Ancora più sorprendente è il dato sull’utilizzo dei piloti. Tutti ricordano che nel 2008 uno dei punti più caldi della dura vertenza tra i dipendenti Alitalia e la Cai di Colaninno riguardava le ore volate. I piloti, accusati di essere un po’ pelandroni, venivano inchiodati alla colpa di volare solo 560 ore all’anno contro le 700 dei colleghi tedeschi di Lufthansa.

Dicevano Colaninno e Sabelli, ma anche molti sindacalisti che li sostenevano, che bastava indurre i piloti a volare quanto i tedeschi per far diventare ricca l’Alitalia. Risultato: adesso i piloti Alitalia volano meno di prima, 530 ore all’anno. Ed è evidente che non è per colpa loro, visto che un comandate di Airbus non può accendere e partire come un tassista animato da spirito d’iniziativa.
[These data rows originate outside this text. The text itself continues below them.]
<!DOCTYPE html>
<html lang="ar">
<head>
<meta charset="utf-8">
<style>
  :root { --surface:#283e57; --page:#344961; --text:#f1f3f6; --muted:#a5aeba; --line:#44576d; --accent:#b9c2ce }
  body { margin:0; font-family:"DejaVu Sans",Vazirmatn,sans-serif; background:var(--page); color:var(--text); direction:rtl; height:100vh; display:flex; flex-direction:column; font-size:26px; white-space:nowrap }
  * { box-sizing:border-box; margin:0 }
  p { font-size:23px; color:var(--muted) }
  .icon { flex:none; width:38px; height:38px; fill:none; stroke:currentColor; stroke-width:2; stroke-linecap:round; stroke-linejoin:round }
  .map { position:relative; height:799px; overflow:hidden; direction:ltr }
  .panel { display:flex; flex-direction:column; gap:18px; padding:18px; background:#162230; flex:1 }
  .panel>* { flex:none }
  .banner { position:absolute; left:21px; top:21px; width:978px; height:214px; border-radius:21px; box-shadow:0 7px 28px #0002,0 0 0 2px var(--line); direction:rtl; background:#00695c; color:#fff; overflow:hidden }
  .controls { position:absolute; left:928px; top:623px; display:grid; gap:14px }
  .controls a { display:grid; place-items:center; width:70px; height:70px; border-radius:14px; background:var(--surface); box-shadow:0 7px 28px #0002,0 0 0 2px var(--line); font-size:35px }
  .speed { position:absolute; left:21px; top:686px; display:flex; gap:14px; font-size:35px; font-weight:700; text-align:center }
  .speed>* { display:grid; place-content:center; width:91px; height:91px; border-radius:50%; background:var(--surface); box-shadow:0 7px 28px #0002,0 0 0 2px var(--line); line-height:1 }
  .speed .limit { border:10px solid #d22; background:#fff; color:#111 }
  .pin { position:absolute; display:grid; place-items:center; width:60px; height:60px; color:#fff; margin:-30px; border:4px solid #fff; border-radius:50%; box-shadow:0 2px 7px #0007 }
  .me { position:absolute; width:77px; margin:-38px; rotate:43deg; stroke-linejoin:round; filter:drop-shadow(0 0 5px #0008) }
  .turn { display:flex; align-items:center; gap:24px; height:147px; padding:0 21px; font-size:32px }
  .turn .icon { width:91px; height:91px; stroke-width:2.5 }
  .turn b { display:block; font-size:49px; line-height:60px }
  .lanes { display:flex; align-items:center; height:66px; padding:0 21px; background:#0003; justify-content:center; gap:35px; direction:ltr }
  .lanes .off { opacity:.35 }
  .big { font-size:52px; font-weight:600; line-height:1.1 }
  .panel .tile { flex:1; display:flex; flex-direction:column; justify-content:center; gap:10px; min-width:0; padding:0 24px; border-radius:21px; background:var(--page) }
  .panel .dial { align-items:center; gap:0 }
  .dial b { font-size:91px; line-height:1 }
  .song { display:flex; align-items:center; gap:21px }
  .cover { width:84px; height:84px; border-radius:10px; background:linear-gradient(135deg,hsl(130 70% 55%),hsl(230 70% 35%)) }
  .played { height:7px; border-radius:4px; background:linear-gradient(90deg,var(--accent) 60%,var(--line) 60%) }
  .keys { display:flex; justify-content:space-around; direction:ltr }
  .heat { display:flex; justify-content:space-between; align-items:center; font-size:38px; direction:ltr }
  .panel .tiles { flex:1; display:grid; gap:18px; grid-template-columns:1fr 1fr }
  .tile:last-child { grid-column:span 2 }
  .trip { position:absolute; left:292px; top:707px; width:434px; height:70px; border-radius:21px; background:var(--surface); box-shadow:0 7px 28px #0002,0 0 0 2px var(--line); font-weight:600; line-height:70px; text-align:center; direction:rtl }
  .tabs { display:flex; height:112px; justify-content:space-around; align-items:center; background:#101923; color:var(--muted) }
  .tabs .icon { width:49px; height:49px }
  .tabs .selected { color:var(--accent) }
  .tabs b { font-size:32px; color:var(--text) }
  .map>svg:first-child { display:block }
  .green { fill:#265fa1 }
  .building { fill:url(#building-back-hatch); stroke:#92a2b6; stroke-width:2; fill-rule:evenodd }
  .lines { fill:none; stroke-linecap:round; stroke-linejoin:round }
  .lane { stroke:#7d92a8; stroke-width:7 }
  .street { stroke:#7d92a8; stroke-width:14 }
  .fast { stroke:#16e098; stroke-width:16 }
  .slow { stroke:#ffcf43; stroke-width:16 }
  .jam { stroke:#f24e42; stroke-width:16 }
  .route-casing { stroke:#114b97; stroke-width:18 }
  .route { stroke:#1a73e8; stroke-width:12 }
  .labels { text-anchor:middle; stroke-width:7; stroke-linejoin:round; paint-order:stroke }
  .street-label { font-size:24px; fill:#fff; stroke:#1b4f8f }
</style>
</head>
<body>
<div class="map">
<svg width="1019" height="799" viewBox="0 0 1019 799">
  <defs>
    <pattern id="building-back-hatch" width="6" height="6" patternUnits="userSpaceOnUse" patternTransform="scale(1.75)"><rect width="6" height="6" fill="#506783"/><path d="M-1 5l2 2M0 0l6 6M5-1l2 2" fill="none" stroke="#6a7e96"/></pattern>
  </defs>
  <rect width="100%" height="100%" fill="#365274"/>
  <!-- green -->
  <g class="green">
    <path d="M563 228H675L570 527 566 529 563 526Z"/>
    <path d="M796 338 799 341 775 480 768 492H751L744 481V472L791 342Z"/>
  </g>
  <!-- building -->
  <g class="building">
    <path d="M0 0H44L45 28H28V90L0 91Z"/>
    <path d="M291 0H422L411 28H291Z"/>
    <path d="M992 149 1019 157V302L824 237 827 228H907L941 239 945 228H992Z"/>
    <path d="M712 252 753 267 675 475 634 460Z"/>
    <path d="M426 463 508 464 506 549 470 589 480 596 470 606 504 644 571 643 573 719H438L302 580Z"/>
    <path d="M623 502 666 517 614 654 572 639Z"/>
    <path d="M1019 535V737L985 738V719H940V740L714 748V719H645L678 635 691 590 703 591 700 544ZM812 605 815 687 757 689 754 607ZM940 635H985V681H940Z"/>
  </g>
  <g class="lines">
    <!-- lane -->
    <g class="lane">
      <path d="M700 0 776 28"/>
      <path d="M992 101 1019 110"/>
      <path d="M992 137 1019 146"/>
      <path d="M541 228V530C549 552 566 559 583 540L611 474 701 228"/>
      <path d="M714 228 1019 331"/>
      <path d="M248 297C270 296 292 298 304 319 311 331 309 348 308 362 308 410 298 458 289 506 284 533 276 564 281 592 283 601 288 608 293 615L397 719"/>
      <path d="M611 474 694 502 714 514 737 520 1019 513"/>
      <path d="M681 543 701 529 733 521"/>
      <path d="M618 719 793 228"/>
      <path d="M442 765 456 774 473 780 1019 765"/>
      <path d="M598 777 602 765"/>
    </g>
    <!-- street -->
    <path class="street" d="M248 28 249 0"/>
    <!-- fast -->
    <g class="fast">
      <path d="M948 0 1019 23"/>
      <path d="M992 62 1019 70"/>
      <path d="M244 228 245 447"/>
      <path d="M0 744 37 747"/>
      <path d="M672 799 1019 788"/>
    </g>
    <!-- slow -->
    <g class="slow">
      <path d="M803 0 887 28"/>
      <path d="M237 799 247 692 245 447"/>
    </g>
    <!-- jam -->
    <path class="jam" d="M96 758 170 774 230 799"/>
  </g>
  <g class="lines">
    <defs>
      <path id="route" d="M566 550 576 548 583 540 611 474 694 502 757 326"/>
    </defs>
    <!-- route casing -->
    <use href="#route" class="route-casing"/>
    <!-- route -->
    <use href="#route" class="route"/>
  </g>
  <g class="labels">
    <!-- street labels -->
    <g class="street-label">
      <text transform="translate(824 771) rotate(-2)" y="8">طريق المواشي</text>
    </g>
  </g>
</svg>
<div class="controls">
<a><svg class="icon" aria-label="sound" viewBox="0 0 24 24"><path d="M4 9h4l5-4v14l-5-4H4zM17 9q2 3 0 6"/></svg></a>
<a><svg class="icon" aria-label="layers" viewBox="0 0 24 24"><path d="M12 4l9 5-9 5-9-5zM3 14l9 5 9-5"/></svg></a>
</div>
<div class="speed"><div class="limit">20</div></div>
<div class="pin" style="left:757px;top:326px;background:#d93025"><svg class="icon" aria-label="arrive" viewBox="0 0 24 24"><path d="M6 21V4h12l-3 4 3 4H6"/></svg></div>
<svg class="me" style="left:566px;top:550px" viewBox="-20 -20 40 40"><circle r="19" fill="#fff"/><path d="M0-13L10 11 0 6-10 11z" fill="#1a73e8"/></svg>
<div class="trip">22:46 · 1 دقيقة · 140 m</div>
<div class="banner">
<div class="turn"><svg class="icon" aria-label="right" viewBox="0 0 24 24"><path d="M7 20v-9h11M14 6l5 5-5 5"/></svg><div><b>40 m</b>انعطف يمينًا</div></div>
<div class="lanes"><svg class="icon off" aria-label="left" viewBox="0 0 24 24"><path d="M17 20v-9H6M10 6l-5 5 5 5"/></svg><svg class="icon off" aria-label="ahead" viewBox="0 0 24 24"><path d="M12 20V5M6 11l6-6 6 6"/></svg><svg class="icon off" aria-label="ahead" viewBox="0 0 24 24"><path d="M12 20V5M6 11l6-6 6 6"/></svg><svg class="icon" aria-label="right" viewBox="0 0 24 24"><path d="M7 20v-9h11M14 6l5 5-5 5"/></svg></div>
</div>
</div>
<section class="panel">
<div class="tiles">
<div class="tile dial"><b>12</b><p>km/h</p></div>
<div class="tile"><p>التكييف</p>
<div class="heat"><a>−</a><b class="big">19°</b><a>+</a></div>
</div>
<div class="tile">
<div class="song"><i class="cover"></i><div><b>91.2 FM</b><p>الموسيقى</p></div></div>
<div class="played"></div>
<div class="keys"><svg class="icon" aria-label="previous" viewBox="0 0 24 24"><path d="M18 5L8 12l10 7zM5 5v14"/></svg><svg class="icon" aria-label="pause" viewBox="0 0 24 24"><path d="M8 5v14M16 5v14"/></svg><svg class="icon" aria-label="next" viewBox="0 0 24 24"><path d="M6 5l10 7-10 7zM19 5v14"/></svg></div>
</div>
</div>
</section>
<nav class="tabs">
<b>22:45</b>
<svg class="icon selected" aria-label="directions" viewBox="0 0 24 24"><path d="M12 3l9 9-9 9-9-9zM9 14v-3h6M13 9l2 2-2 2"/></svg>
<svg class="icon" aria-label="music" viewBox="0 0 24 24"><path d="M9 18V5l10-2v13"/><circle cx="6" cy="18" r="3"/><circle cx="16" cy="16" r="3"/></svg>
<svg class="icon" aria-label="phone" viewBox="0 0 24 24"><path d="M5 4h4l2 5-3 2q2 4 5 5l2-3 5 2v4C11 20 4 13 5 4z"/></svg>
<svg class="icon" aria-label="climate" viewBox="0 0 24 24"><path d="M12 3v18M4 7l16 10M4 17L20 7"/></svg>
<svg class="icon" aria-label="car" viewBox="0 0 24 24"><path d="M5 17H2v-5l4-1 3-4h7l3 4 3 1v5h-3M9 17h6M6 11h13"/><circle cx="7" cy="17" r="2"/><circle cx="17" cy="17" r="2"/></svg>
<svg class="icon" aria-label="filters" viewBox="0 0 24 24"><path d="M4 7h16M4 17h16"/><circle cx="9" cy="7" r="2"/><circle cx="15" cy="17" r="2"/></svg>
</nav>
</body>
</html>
Secondo dati pubblicati dal Sole 24 Ore, il costo medio del dipendente Alitalia è sceso dagli 82 mila euro del 2007 a 49 mila euro nel 2009. La cura low cost di Sabelli però, per quanto severa, si è rivelata un autogol. Nel 2007, infatti, i dipendenti Alitalia, molto più numerosi (troppi, si diceva allora) hanno prodotto 86 mila euro di valore aggiunto (più del loro costo), nel 2009 i pochi dipendenti imbarcati dalla nuova Alitalia hanno generato solo 45 mila euro di valore aggiunto a testa, meno del loro costo. Adesso quindi lavorano in perdita.